[Stored items]
/---

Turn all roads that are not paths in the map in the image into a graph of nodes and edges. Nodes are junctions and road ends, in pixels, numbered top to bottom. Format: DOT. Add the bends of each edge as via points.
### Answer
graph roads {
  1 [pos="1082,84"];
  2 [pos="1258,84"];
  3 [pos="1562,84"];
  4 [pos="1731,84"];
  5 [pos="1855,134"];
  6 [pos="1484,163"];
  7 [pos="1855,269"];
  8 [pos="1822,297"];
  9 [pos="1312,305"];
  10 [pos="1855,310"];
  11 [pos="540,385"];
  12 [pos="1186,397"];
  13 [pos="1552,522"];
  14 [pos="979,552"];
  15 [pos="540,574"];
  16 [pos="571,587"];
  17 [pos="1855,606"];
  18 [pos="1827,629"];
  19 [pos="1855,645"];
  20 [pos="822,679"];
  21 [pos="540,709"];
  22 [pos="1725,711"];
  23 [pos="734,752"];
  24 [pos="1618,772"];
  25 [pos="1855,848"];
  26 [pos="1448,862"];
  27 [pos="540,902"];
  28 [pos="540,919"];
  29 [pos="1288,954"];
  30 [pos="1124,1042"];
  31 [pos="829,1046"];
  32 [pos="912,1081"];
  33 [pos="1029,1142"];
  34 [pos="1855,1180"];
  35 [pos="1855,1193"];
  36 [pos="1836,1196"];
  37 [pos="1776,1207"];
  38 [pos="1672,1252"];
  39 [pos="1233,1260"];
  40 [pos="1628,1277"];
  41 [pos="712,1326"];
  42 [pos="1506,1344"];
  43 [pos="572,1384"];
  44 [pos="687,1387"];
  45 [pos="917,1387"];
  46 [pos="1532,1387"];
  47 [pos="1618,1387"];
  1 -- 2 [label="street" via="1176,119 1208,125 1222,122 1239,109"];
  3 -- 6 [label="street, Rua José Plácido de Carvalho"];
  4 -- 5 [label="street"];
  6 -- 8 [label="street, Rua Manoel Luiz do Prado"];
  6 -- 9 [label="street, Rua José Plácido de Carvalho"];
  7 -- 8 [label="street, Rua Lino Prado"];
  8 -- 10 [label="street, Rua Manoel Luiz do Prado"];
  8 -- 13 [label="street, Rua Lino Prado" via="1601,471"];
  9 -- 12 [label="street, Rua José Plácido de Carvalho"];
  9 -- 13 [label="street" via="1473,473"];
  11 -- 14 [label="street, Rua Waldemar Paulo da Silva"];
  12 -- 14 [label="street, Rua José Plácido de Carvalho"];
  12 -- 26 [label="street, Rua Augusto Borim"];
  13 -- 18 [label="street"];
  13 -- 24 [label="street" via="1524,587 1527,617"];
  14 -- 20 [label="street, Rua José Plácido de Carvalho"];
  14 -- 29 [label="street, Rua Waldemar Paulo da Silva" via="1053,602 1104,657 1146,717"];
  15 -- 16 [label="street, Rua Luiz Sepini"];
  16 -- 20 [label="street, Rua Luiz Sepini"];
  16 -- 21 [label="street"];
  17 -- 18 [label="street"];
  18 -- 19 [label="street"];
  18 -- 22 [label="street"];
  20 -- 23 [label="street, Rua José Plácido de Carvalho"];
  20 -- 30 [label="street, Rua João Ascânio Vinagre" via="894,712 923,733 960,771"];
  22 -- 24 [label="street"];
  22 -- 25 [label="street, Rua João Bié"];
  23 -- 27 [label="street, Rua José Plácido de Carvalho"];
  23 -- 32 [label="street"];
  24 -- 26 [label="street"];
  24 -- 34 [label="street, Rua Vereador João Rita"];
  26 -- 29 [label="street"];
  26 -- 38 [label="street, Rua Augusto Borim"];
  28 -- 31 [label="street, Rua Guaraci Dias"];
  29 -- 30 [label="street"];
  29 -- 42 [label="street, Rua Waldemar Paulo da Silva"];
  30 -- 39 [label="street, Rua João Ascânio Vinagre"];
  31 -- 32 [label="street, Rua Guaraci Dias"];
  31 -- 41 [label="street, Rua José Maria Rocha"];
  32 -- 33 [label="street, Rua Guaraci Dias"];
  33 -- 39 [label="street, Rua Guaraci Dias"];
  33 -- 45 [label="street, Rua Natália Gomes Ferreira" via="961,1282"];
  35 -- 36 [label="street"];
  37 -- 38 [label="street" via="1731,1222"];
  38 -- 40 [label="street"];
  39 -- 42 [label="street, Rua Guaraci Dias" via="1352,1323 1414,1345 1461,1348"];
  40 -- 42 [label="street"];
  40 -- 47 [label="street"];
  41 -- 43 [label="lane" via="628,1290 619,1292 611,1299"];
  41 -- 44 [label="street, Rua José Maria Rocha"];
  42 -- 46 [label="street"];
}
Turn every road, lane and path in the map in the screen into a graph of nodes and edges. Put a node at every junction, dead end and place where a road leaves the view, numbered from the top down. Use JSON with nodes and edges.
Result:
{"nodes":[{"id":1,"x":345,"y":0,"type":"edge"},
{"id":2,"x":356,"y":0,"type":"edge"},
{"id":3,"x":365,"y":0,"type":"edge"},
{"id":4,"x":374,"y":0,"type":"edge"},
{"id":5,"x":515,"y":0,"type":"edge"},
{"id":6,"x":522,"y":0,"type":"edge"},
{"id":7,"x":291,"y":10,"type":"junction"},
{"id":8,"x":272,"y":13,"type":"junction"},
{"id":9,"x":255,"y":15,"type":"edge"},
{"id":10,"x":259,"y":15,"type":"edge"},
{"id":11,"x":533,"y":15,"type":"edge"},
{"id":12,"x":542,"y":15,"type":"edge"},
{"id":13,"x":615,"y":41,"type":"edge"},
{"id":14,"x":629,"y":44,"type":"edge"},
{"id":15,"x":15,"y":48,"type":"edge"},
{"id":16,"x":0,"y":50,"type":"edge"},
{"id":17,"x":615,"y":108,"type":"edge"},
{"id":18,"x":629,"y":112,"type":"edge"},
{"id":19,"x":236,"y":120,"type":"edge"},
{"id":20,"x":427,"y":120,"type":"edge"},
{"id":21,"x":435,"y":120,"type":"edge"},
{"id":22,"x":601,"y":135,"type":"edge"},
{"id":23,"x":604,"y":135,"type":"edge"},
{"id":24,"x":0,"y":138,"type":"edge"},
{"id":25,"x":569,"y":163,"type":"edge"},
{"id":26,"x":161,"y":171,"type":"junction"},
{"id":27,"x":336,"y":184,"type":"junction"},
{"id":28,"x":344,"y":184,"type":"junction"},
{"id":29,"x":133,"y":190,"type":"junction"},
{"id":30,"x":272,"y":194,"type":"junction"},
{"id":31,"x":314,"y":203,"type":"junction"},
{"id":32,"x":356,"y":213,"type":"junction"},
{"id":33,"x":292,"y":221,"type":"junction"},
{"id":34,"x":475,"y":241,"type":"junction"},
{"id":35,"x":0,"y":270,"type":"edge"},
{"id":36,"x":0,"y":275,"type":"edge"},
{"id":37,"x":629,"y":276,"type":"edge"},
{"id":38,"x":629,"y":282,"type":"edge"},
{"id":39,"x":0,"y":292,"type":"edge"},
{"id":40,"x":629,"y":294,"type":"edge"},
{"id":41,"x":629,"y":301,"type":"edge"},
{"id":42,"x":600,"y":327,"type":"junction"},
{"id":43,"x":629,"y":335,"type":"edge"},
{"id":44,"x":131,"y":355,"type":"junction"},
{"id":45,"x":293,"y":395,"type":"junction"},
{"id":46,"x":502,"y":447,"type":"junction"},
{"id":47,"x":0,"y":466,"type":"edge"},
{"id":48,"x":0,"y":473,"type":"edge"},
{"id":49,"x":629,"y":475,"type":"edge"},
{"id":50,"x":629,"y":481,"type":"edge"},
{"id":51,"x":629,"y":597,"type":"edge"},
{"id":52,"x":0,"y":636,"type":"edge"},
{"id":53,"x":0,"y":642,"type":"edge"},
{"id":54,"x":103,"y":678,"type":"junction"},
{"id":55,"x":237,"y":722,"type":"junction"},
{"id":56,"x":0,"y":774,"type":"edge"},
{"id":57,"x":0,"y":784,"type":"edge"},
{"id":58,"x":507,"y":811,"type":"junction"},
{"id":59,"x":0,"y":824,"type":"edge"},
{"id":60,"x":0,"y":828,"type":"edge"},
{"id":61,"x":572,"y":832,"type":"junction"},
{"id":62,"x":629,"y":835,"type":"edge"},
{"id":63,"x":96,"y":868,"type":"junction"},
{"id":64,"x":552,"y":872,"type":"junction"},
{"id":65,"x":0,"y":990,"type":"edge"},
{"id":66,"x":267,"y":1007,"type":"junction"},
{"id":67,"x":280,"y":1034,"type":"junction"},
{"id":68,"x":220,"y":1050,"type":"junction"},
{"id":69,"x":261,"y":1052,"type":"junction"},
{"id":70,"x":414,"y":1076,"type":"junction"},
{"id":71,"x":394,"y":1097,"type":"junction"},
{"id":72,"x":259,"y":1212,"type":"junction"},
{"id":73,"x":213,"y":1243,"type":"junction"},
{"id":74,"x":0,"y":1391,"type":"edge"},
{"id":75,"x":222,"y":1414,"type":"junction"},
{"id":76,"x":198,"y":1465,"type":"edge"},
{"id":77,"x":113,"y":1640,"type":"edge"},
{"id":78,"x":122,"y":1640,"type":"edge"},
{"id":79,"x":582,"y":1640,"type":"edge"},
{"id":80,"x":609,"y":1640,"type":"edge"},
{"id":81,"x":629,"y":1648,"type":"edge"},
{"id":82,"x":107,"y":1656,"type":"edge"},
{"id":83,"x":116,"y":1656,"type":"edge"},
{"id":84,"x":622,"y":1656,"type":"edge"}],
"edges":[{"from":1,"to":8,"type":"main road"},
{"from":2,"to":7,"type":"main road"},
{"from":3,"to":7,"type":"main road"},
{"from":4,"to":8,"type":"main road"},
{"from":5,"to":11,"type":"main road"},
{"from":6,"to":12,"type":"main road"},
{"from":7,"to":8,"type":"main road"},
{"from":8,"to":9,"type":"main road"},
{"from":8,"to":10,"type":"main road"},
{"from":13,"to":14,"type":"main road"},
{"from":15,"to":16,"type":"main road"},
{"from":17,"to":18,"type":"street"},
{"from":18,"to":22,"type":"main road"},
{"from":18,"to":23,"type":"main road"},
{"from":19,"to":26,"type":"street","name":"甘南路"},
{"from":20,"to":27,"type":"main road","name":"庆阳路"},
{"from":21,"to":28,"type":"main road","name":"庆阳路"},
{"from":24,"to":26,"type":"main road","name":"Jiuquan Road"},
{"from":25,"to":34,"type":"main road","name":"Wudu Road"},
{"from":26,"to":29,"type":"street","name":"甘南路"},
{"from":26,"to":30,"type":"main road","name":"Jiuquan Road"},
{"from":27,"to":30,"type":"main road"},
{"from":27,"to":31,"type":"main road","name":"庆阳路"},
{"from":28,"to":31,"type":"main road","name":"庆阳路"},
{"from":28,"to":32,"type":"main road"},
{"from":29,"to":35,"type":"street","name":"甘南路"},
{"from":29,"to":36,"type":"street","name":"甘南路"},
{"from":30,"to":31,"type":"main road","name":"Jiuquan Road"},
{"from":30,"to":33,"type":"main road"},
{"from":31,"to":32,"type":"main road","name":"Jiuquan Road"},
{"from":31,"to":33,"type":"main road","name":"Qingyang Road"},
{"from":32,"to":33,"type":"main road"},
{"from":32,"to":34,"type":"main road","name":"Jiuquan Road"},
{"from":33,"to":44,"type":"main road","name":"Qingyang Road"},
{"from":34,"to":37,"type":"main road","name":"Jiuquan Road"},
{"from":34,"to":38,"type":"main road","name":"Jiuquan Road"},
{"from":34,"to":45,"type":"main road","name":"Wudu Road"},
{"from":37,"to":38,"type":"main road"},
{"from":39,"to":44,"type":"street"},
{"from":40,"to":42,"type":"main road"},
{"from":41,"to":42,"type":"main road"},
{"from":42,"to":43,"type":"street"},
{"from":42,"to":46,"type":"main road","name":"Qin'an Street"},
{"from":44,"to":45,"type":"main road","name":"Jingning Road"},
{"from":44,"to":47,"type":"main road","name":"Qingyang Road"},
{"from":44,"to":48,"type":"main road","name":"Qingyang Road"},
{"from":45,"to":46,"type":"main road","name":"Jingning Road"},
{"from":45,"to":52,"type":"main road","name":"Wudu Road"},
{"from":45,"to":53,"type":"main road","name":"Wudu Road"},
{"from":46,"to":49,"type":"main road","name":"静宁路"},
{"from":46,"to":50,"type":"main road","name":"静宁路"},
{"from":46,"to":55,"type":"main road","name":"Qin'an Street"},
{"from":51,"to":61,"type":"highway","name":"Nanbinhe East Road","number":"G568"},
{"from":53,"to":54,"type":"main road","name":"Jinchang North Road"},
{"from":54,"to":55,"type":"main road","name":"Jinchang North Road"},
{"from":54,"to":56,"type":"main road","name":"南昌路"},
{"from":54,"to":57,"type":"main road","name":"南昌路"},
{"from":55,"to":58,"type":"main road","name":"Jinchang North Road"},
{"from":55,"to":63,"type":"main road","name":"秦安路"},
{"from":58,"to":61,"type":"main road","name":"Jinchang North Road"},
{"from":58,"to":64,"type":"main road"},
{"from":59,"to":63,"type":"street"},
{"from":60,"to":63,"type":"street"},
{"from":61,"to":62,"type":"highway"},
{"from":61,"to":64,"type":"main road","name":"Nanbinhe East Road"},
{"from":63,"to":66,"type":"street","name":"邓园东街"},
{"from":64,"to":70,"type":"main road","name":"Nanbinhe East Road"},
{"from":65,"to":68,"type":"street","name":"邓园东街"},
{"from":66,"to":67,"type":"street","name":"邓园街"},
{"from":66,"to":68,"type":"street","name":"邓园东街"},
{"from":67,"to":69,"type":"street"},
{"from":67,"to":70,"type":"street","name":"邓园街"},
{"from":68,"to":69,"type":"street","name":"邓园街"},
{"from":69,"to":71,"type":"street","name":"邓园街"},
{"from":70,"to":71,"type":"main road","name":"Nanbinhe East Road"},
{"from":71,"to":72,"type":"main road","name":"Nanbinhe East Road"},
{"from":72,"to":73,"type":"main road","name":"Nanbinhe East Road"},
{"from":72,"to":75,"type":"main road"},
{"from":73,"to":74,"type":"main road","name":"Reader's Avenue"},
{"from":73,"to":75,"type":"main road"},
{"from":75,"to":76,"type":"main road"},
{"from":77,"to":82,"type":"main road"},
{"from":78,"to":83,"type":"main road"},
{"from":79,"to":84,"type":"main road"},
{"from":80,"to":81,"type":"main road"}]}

\---

WHAT TO WORK ON: Pick out each line above that includes "邓园东街" and show it.

THE COMPLETED TASK:
{"from":63,"to":66,"type":"street","name":"邓园东街"},
{"from":65,"to":68,"type":"street","name":"邓园东街"},
{"from":66,"to":68,"type":"street","name":"邓园东街"},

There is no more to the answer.